Oggi, 28 aprile, si celebra la Giornata mondiale per la salute e la sicurezza sul lavoro, istituita nel 2003 dall’Organizzazione internazionale del lavoro. In questa occasione l’Osservatorio sui Pcto del portale scolastico Skuola.net ha condotto un’indagine sulla sicurezza degli studenti inseriti nei percorsi di Alternanza Scuola Lavoro. Lo riporta l’Ansa.
La sicurezza delle ragazze e dei ragazzi sui luoghi di lavoro è sicuramente il problema principale e più urgente da affrontare quando si parla di Pcto, i Percorsi per le Competenze Trasversali e l’Orientamento, l’ex Alternanza Scuola-Lavoro. Ma anche assicurare l’effettivo incontro tra studenti e aziende, per dare loro un vero assaggio di quello che significa “lavorare”, non è una questione da sottovalutare. Questo è ciò che è emerso dallo studio, che ha coinvolto 2.500 alunni dell’ultimo triennio delle scuole superiori.
Negli anni più recenti, infatti, complice la pandemia con i suoi strascichi, la stragrande maggioranza degli alunni interessati dall’Alternanza formativa si è dovuta accontentare di esperienze “simulate”: il 61% degli intervistati dice essere stato costretto a ricorrere ad attività (teoriche o pratiche) senza il coinvolgimento diretto di imprese e uffici. Privando i PCTO del loro senso più profondo, almeno per come erano stati concepiti. Alla fine, dunque, solamente 2 studenti su 5 dicono di essere stati a contatto con realtà lavorative: il 24% per tutte le ore sin qui svolte, il 15% alternandosi tra vita lavorativa reale e simulata. Ma anche in questi casi non è che ci sia stata sempre la possibilità di toccare con mano le dinamiche del mondo del lavoro, visto che solo 6 su 10 sono stati presenti in azienda per tutto il tempo. Al 29% è stato invece proposto un mix di presenza fisica e collaborazione “a distanza”, l’11% ha svolto solo “smart working”.
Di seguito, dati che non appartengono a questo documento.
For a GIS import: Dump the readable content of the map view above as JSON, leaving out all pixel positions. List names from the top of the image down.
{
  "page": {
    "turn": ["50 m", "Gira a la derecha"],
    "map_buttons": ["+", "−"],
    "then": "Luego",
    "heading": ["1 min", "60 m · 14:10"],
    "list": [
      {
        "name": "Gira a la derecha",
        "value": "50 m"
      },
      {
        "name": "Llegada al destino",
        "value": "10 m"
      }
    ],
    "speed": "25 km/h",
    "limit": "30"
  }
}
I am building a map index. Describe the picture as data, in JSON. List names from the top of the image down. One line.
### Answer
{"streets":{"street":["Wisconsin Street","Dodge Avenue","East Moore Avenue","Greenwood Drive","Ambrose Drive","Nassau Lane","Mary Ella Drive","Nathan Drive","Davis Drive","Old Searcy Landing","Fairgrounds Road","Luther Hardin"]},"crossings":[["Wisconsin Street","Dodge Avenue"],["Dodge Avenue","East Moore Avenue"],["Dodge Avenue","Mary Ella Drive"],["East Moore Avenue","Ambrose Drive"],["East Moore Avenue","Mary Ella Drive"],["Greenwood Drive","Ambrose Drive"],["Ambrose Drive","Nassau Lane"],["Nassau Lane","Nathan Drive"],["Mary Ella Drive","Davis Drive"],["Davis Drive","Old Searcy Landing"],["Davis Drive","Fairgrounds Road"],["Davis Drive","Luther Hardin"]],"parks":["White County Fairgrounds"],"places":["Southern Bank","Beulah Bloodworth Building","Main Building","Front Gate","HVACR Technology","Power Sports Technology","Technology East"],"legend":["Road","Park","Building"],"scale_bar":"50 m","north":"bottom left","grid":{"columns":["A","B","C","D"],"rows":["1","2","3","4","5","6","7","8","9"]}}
Addentrandosi di più nello sviluppo dei vari Pcto, si continua a dover registrare che spesso i ragazzi non vengono accolti nel migliore dei modi nei posti di lavoro. O almeno è quello che lamentano i diretti interessati. Meno della metà (45%) degli studenti dicono di essere stati assegnati a un tutor che li ha seguiti per l’intero svolgimento dello stage e oltre un quarto (26%) racconta che questa fantomatica figura non è gli stata nemmeno presentata ufficialmente. Solamente un terzo scarso (32%), poi, ha potuto lavorare con i team interni sui compiti principali. In tutti gli altri casi si è rimasti spettatori o quasi: al 26% è stato solo spiegato in modo sia teorico che pratico il tipo di lavoro fatto in quella realtà, per il 14% ci si è fermati alla “teoria”, circa 1 su 5 si è limitato a eseguire compiti di contorno, 1 su 10 ha avuto l’impressione di aver perso tempo senza fare nulla.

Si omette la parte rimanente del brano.